Gross. Usually _after _I eat sauerkraut, hazmat gets called...........

http://www.ctvbc.ctv.ca/servlet/an/...kraut_100910/20100910?hub=BritishColumbiaHome


----------



## RoxyBlue (Oct 6, 2008)

JT, your comment was way funnier than the story


----------



## Bone To Pick (Oct 23, 2007)

I almost went oompa-pa in mein lederhosen........:googly:


----------



## debbie5 (Mar 2, 2007)

Hahhahaahahhahaha! You two are hilarious.
OMG....I love saurkraut.


----------



## debbie5 (Mar 2, 2007)

In my parents previous house , there was a large walk in pantry...like a closet. One day, I'm in the house alone & I hear a faint "tick..........tick....tick". I search around & finally figure out its coming from a shelf in the pantry. I move some cans way up high & see a can of saurkraut. It is bulging...the lid & bottom are bowed outwards so much that it can't sit flat.
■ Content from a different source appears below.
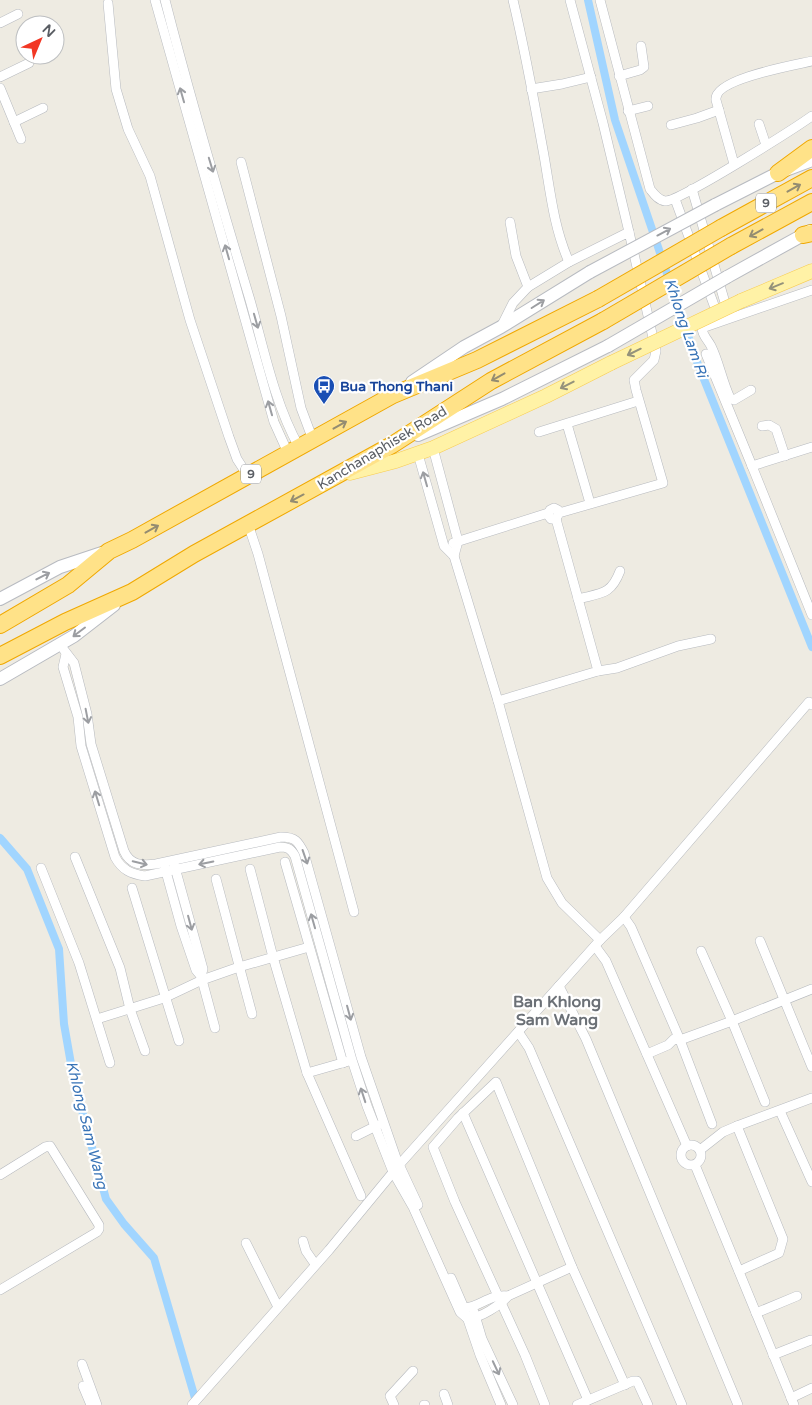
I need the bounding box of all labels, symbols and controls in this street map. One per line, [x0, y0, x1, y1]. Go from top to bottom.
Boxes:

My mom is notorious for thinking that canned & frozen food are immortal & "can't expire". The can's label was YELLOWED, it was so old....and it was slooooowlllly rocking...back and forth....on its own.

My dad came home & saw it and he got a pair of oven mitts and carried the thing like it was a **armed bomb**, out the door & to the garbage can.

 So many stories from my nutty family....I swear....


----------



## Death's Door (Mar 22, 2006)

Speaking of explosions - I saw a saying that was printed on a tshirt "Kids are lot farts - you can only tolerate your own"


----------



## debbie5 (Mar 2, 2007)

Hahhahahaha!! TRUE


----------